Convention d'Istambul

« Je suis très inquiet de la décision du Parlement letton de se retirer de la Convention d'Istanbul, un peu plus d'un an après son entrée en vigueur dans le pays. Il s'agit d'un recul sans précédent et profondément inquiétant pour les droits des femmes et les droits humains en Europe.

En abandonnant le premier et unique traité international qui reconnaît la violence à l'égard des femmes comme une violation des droits humains, la Lettonie envoie un message dangereux, à savoir que la sécurité et la dignité des femmes peuvent être remises en question ou négociées.

Cette décision, prise à la hâte et alimentée par la désinformation, intervient malgré les voix de plus de 11 000 citoyen.nes letton.es qui ont signé une pétition demandant à la Lettonie de rester dans la Convention. Le fait que leur initiative ne sera même pas discutée avant la mi-novembre montre à quel point le dialogue démocratique est peu pris en compte lorsqu'il s'agit des droits des femmes.

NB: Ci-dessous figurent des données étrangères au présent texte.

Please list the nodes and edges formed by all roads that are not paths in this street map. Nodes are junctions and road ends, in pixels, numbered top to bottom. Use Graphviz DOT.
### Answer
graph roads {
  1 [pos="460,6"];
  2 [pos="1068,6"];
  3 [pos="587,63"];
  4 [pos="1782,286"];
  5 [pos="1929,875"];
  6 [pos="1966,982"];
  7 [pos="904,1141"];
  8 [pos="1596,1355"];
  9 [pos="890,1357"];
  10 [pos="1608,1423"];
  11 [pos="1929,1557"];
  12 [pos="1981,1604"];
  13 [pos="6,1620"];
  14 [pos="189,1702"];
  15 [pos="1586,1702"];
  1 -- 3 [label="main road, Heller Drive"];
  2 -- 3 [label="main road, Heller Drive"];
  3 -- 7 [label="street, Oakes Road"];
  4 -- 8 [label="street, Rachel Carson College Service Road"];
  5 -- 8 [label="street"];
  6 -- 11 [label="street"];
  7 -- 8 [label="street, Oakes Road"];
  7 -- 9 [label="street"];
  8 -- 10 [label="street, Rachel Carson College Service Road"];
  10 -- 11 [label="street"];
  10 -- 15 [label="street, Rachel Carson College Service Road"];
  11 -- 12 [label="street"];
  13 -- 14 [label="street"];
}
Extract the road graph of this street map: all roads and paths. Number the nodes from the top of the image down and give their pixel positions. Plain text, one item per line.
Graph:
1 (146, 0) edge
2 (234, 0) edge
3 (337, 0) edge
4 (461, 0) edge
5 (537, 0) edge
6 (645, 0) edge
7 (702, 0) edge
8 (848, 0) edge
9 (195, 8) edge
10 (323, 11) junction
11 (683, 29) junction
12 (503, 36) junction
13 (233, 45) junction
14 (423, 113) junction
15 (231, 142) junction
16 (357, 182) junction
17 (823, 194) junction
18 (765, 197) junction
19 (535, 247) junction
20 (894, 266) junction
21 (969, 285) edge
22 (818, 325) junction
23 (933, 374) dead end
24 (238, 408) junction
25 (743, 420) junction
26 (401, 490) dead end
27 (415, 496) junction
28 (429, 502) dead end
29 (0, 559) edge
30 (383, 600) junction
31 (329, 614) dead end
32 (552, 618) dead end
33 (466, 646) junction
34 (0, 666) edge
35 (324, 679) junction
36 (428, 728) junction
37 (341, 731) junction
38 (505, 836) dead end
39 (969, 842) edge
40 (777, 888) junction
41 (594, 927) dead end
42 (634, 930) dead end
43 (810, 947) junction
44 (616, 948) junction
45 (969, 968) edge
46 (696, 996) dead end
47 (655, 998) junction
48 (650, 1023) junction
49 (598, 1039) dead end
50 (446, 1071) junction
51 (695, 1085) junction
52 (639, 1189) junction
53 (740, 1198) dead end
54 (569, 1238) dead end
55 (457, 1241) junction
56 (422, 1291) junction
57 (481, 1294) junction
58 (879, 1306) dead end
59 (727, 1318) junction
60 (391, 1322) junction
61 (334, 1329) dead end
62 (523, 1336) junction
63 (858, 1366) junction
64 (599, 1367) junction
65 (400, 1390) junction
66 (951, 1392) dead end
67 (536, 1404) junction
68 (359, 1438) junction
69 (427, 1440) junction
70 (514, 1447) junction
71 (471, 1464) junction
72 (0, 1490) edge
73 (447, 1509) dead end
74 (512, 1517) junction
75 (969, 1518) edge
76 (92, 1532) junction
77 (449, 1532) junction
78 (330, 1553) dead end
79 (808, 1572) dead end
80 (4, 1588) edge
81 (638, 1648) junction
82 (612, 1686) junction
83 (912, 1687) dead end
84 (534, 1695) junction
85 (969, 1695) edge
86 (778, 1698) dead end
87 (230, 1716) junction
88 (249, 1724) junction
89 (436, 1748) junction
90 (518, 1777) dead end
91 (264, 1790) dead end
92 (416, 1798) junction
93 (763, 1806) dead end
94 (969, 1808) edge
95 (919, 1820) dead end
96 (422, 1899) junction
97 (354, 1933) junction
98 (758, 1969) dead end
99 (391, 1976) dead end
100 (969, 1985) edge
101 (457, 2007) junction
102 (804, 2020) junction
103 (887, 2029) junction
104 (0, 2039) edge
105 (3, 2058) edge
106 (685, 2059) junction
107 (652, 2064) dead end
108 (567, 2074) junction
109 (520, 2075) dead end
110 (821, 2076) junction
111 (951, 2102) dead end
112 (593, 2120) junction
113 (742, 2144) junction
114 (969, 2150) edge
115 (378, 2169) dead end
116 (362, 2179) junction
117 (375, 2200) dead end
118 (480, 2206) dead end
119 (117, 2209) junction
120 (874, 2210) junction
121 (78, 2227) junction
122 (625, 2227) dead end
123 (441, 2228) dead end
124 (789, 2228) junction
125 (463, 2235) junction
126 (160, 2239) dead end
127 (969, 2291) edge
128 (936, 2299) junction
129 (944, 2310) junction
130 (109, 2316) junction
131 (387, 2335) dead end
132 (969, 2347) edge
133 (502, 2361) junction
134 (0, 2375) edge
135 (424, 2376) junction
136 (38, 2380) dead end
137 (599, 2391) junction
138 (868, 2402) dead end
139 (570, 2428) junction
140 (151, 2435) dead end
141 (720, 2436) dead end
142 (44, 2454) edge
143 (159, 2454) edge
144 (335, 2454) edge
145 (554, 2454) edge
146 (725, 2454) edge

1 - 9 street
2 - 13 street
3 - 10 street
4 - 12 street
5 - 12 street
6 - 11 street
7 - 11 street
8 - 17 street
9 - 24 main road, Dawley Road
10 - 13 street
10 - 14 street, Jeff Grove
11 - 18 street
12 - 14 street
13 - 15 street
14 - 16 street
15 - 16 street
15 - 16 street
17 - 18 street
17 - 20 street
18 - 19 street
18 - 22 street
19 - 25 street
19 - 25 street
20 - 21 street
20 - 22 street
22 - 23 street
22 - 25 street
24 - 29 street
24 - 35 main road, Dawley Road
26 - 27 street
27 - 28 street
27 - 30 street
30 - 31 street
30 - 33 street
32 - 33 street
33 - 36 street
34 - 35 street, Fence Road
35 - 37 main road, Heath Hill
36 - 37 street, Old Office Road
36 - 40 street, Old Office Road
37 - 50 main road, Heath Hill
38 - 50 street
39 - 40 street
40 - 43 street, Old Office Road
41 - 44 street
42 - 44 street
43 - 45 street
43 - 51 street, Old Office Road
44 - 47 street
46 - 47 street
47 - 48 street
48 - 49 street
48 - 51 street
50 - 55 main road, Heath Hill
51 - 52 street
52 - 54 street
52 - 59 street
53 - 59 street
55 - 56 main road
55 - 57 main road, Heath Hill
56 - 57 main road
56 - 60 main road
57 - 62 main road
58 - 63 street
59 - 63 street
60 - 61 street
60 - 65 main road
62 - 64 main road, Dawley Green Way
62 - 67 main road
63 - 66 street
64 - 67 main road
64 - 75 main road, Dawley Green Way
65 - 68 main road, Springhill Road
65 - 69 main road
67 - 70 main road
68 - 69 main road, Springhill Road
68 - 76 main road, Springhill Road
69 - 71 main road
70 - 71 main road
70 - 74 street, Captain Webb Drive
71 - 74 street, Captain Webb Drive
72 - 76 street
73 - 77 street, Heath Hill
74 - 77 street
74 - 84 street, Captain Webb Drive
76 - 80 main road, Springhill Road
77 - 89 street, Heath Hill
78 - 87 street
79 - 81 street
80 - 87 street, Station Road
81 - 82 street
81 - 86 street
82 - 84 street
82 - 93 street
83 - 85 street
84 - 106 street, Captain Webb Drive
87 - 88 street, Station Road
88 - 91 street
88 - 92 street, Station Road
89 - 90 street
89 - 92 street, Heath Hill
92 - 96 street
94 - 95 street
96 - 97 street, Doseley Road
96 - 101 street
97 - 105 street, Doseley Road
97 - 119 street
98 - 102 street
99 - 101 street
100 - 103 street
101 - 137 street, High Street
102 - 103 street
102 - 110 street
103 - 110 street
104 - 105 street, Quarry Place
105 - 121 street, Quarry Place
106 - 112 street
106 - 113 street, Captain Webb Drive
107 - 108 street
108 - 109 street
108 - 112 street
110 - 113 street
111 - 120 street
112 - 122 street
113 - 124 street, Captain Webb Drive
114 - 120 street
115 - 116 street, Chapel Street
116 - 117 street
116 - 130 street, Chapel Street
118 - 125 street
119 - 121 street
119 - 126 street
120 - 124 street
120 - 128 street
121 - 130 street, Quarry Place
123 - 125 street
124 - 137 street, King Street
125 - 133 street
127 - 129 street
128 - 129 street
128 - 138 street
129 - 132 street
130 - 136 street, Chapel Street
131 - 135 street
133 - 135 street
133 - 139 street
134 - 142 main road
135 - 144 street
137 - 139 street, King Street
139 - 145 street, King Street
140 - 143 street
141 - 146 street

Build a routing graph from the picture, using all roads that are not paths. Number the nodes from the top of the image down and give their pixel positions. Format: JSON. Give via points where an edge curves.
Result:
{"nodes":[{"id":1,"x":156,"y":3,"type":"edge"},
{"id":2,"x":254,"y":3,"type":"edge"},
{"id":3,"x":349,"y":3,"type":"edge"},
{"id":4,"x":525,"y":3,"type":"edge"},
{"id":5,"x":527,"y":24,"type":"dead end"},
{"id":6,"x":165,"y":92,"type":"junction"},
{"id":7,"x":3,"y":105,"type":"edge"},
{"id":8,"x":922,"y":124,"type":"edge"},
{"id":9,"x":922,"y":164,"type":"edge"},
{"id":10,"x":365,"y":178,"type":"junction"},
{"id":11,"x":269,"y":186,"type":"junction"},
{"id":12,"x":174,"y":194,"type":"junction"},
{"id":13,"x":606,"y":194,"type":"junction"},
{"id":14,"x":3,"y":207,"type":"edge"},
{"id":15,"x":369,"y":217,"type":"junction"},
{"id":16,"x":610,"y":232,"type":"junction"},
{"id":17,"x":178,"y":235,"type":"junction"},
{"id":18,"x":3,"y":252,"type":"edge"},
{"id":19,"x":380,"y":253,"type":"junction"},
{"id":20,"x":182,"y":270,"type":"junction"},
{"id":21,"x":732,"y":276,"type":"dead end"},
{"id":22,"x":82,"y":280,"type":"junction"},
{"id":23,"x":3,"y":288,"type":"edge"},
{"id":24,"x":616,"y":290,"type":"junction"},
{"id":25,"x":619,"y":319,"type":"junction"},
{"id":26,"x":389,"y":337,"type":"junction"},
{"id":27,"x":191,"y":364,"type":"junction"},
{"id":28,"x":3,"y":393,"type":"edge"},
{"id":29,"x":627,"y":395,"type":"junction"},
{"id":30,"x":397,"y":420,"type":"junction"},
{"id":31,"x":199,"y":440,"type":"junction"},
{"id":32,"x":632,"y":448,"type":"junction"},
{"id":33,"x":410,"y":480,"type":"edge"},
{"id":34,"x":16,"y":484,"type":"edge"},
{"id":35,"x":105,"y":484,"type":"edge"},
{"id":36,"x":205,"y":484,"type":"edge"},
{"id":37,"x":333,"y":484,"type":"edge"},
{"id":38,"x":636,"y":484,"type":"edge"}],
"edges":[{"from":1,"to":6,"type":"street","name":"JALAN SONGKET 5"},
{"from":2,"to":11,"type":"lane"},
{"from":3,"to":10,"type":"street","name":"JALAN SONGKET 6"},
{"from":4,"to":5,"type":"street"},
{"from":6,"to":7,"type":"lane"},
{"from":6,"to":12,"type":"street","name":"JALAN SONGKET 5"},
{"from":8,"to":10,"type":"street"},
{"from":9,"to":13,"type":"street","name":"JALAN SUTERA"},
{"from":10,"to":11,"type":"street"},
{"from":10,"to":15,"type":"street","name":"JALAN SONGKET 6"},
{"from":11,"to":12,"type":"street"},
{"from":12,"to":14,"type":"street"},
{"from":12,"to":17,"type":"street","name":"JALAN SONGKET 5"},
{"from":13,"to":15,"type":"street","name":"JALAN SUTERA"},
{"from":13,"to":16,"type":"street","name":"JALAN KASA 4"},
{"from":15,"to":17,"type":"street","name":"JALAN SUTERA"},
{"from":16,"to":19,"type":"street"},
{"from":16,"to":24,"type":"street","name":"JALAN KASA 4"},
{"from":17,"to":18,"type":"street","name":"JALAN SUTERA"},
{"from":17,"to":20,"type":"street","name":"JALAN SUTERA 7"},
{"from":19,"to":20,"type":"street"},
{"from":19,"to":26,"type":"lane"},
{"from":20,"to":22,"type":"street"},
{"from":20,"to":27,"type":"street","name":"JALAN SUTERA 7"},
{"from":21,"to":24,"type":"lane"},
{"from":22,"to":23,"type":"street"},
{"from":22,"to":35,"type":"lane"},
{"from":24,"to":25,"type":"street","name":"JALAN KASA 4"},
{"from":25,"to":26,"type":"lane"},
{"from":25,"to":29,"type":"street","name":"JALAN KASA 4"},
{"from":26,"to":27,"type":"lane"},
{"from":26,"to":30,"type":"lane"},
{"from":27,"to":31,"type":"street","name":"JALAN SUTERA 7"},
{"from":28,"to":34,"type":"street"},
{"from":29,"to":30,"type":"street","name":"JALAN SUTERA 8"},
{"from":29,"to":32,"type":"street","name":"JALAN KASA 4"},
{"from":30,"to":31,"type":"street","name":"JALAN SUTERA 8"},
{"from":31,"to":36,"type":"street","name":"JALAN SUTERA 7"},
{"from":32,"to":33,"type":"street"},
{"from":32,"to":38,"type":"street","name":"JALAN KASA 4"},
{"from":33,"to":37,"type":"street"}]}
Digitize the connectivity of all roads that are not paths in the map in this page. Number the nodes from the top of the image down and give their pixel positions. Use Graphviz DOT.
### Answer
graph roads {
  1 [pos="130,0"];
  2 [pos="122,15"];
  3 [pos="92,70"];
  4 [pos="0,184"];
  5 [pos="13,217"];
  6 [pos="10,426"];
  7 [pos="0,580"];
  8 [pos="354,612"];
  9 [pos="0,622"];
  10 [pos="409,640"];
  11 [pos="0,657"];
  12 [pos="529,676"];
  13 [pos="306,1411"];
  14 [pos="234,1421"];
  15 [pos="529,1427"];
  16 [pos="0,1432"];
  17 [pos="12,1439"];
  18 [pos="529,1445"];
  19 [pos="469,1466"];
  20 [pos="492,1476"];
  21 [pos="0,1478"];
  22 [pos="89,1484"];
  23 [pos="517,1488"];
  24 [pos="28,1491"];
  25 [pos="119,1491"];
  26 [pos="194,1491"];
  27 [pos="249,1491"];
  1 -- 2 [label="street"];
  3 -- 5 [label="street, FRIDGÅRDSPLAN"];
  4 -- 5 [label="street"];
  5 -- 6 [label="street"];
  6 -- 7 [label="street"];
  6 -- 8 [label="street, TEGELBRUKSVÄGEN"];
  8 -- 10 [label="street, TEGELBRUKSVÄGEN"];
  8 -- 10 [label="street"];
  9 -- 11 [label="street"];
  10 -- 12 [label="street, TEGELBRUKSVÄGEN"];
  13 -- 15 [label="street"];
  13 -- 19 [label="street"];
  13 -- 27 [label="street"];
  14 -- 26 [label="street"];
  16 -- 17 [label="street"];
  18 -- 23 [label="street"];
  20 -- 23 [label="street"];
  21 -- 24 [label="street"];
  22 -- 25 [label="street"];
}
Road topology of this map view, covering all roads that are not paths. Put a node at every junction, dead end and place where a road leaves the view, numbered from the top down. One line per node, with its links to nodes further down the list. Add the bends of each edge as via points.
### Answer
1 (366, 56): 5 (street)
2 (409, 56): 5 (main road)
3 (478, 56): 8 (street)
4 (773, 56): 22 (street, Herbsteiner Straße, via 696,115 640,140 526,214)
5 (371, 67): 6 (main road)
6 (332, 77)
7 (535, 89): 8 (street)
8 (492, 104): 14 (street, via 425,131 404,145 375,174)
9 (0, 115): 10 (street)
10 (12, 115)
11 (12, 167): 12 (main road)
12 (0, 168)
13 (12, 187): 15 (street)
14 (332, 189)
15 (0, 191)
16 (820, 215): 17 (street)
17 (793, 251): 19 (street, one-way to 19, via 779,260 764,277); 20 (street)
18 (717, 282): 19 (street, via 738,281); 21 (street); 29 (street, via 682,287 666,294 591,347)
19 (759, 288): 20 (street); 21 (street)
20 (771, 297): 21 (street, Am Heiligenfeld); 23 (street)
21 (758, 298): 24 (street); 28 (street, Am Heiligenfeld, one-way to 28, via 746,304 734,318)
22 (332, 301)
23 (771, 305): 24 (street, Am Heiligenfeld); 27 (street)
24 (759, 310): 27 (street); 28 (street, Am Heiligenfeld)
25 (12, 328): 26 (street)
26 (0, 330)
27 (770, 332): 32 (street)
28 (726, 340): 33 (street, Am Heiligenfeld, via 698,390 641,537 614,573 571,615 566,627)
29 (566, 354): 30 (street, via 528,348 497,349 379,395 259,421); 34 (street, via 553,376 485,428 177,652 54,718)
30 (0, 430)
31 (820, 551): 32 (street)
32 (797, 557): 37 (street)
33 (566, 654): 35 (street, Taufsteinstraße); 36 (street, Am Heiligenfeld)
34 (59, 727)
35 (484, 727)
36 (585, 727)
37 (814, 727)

Le soi-disant « plan alternatif » proposé au Parlement ne peut remplacer la Convention d'Istanbul. La Convention fournit un cadre complet : prévention, protection, poursuites et politiques, ainsi qu'un mécanisme de suivi indépendant pour garantir de réels progrès. Rien de tout cela n'existe dans les vagues déclarations qui sont proposées à la place. Il en résultera une protection moindre pour les femmes et les filles en Lettonie.

La Lettonie suit désormais la Turquie, qui s'est retirée en 2021. Depuis lors, les féminicides et les violences à l'égard des femmes ont fortement augmenté. Le message que ces retraits envoient est désastreux : la violence à l'égard des femmes n'est pas prise au sérieux.

À la fin de l'année 2025, au cœur de l'Europe, nous ne pouvons accepter une régression du droit fondamental de chaque femme et de chaque fille à vivre à l'abri de la violence. J'exhorte les autorités lettones et les représentant.es élu.es à reconsidérer cette décision, à écouter la voix des femmes et à se ranger une fois de plus du côté de la dignité humaine, de l'égalité et de la justice ».